▶

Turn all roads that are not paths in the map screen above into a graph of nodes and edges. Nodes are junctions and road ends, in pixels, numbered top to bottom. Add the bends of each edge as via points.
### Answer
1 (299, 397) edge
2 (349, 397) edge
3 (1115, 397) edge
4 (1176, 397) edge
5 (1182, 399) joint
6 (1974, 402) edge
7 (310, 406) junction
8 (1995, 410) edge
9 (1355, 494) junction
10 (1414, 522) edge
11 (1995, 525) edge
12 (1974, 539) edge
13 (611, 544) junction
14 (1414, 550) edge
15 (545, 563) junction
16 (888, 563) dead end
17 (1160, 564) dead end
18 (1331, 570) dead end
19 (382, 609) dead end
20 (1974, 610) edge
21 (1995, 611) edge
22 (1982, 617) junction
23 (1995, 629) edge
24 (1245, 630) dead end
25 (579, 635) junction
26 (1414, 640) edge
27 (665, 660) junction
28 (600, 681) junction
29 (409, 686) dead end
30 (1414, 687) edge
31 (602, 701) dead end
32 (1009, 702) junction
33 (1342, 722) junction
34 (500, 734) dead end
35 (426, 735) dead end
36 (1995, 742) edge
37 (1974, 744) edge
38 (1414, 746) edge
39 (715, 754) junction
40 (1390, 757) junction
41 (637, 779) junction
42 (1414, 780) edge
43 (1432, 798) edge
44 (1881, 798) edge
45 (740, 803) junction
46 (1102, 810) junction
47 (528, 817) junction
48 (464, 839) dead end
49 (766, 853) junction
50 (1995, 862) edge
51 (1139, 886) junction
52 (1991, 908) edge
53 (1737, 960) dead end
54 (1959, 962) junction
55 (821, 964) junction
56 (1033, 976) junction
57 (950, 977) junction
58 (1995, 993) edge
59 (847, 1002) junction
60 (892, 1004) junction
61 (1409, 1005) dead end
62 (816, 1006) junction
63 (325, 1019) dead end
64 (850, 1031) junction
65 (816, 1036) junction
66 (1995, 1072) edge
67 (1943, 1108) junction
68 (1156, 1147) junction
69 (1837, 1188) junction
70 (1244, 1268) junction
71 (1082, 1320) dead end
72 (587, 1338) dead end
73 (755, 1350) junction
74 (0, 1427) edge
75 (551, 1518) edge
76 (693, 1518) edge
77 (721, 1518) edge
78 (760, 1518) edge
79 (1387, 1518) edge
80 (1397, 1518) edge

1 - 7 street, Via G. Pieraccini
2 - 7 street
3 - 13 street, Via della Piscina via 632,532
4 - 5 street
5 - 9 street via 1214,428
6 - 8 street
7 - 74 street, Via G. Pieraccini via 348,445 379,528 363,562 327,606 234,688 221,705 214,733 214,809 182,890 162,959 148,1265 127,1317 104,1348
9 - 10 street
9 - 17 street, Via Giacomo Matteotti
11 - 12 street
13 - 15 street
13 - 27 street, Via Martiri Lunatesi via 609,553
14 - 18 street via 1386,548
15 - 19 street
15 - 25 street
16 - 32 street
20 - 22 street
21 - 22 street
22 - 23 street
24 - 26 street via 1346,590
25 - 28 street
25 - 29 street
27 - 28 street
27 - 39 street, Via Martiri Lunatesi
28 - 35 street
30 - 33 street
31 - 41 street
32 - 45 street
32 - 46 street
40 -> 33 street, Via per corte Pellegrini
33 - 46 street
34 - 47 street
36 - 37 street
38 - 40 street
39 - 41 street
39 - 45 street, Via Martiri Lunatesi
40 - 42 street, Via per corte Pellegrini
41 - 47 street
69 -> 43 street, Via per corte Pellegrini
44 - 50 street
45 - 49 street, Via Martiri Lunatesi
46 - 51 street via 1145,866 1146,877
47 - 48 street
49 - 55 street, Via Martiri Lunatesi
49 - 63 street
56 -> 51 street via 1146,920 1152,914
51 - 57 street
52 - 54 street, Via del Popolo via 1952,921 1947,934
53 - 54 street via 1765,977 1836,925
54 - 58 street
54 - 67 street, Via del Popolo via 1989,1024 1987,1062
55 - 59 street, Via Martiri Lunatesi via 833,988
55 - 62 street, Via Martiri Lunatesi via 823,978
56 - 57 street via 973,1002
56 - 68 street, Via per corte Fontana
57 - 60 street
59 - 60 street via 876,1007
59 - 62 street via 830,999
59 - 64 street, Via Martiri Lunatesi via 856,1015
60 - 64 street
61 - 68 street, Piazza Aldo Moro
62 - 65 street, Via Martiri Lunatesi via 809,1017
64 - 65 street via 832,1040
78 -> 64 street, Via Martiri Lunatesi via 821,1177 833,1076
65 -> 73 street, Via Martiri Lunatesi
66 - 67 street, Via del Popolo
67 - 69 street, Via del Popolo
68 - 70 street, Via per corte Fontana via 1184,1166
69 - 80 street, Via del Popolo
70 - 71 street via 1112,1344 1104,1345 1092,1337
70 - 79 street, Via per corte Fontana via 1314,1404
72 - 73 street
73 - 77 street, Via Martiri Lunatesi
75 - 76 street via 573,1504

◀

> The task
When you reach the end of the data, retype all of it exactly.

> Solution
Turn all roads that are not paths in the map screen above into a graph of nodes and edges. Nodes are junctions and road ends, in pixels, numbered top to bottom. Add the bends of each edge as via points.
### Answer
1 (299, 397) edge
2 (349, 397) edge
3 (1115, 397) edge
4 (1176, 397) edge
5 (1182, 399) joint
6 (1974, 402) edge
7 (310, 406) junction
8 (1995, 410) edge
9 (1355, 494) junction
10 (1414, 522) edge
11 (1995, 525) edge
12 (1974, 539) edge
13 (611, 544) junction
14 (1414, 550) edge
15 (545, 563) junction
16 (888, 563) dead end
17 (1160, 564) dead end
18 (1331, 570) dead end
19 (382, 609) dead end
20 (1974, 610) edge
21 (1995, 611) edge
22 (1982, 617) junction
23 (1995, 629) edge
24 (1245, 630) dead end
25 (579, 635) junction
26 (1414, 640) edge
27 (665, 660) junction
28 (600, 681) junction
29 (409, 686) dead end
30 (1414, 687) edge
31 (602, 701) dead end
32 (1009, 702) junction
33 (1342, 722) junction
34 (500, 734) dead end
35 (426, 735) dead end
36 (1995, 742) edge
37 (1974, 744) edge
38 (1414, 746) edge
39 (715, 754) junction
40 (1390, 757) junction
41 (637, 779) junction
42 (1414, 780) edge
43 (1432, 798) edge
44 (1881, 798) edge
45 (740, 803) junction
46 (1102, 810) junction
47 (528, 817) junction
48 (464, 839) dead end
49 (766, 853) junction
50 (1995, 862) edge
51 (1139, 886) junction
52 (1991, 908) edge
53 (1737, 960) dead end
54 (1959, 962) junction
55 (821, 964) junction
56 (1033, 976) junction
57 (950, 977) junction
58 (1995, 993) edge
59 (847, 1002) junction
60 (892, 1004) junction
61 (1409, 1005) dead end
62 (816, 1006) junction
63 (325, 1019) dead end
64 (850, 1031) junction
65 (816, 1036) junction
66 (1995, 1072) edge
67 (1943, 1108) junction
68 (1156, 1147) junction
69 (1837, 1188) junction
70 (1244, 1268) junction
71 (1082, 1320) dead end
72 (587, 1338) dead end
73 (755, 1350) junction
74 (0, 1427) edge
75 (551, 1518) edge
76 (693, 1518) edge
77 (721, 1518) edge
78 (760, 1518) edge
79 (1387, 1518) edge
80 (1397, 1518) edge

1 - 7 street, Via G. Pieraccini
2 - 7 street
3 - 13 street, Via della Piscina via 632,532
4 - 5 street
5 - 9 street via 1214,428
6 - 8 street
7 - 74 street, Via G. Pieraccini via 348,445 379,528 363,562 327,606 234,688 221,705 214,733 214,809 182,890 162,959 148,1265 127,1317 104,1348
9 - 10 street
9 - 17 street, Via Giacomo Matteotti
11 - 12 street
13 - 15 street
13 - 27 street, Via Martiri Lunatesi via 609,553
14 - 18 street via 1386,548
15 - 19 street
15 - 25 street
16 - 32 street
20 - 22 street
21 - 22 street
22 - 23 street
24 - 26 street via 1346,590
25 - 28 street
25 - 29 street
27 - 28 street
27 - 39 street, Via Martiri Lunatesi
28 - 35 street
30 - 33 street
31 - 41 street
32 - 45 street
32 - 46 street
40 -> 33 street, Via per corte Pellegrini
33 - 46 street
34 - 47 street
36 - 37 street
38 - 40 street
39 - 41 street
39 - 45 street, Via Martiri Lunatesi
40 - 42 street, Via per corte Pellegrini
41 - 47 street
69 -> 43 street, Via per corte Pellegrini
44 - 50 street
45 - 49 street, Via Martiri Lunatesi
46 - 51 street via 1145,866 1146,877
47 - 48 street
49 - 55 street, Via Martiri Lunatesi
49 - 63 street
56 -> 51 street via 1146,920 1152,914
51 - 57 street
52 - 54 street, Via del Popolo via 1952,921 1947,934
53 - 54 street via 1765,977 1836,925
54 - 58 street
54 - 67 street, Via del Popolo via 1989,1024 1987,1062
55 - 59 street, Via Martiri Lunatesi via 833,988
55 - 62 street, Via Martiri Lunatesi via 823,978
56 - 57 street via 973,1002
56 - 68 street, Via per corte Fontana
57 - 60 street
59 - 60 street via 876,1007
59 - 62 street via 830,999
59 - 64 street, Via Martiri Lunatesi via 856,1015
60 - 64 street
61 - 68 street, Piazza Aldo Moro
62 - 65 street, Via Martiri Lunatesi via 809,1017
64 - 65 street via 832,1040
78 -> 64 street, Via Martiri Lunatesi via 821,1177 833,1076
65 -> 73 street, Via Martiri Lunatesi
66 - 67 street, Via del Popolo
67 - 69 street, Via del Popolo
68 - 70 street, Via per corte Fontana via 1184,1166
69 - 80 street, Via del Popolo
70 - 71 street via 1112,1344 1104,1345 1092,1337
70 - 79 street, Via per corte Fontana via 1314,1404
72 - 73 street
73 - 77 street, Via Martiri Lunatesi
75 - 76 street via 573,1504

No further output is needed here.